## [Records to process]
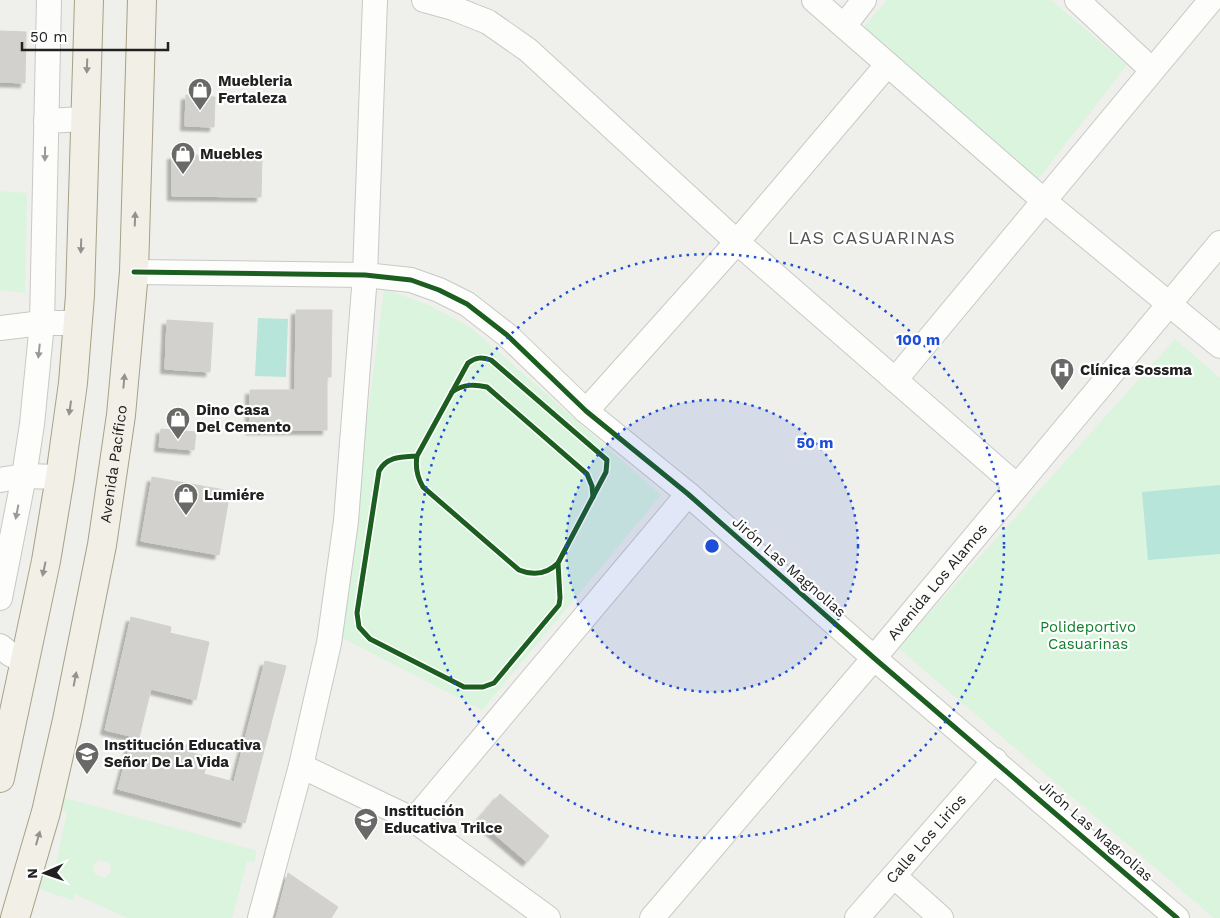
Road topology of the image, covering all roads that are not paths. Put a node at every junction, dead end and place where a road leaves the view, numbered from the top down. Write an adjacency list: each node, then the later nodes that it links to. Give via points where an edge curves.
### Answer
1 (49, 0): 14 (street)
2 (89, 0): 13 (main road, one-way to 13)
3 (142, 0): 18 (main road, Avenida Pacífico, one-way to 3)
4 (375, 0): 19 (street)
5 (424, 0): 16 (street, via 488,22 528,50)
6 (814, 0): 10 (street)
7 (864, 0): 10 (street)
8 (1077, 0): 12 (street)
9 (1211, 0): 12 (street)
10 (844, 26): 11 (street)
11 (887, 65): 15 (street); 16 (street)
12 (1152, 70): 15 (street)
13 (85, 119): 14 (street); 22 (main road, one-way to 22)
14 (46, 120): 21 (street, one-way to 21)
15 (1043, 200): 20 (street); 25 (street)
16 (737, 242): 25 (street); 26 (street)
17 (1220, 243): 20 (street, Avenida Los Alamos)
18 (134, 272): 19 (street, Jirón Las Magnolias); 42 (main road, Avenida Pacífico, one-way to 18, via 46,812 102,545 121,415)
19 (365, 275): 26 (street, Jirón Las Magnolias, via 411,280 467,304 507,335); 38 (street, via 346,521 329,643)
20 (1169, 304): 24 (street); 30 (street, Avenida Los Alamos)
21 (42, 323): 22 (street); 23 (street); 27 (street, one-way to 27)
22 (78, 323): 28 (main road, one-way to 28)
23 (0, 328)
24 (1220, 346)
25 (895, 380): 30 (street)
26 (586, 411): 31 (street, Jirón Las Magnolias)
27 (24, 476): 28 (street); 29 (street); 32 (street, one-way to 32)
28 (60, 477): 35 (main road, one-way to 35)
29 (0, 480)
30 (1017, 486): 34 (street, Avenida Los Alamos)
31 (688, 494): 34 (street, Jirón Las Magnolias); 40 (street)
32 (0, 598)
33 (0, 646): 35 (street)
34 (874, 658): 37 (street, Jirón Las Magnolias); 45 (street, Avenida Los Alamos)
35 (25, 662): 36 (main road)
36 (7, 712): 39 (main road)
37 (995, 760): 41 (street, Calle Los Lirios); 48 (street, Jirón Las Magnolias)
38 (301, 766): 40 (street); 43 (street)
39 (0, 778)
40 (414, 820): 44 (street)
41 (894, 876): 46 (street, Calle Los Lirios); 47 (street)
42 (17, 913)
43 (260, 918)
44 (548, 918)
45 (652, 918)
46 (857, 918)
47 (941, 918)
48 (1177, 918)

## [Task to carry out]
Filter the material for the word "Magnolias" and copy each matching line.

## [Answer below]
18 (134, 272): 19 (street, Jirón Las Magnolias); 42 (main road, Avenida Pacífico, one-way to 18, via 46,812 102,545 121,415)
19 (365, 275): 26 (street, Jirón Las Magnolias, via 411,280 467,304 507,335); 38 (street, via 346,521 329,643)
26 (586, 411): 31 (street, Jirón Las Magnolias)
31 (688, 494): 34 (street, Jirón Las Magnolias); 40 (street)
34 (874, 658): 37 (street, Jirón Las Magnolias); 45 (street, Avenida Los Alamos)
37 (995, 760): 41 (street, Calle Los Lirios); 48 (street, Jirón Las Magnolias)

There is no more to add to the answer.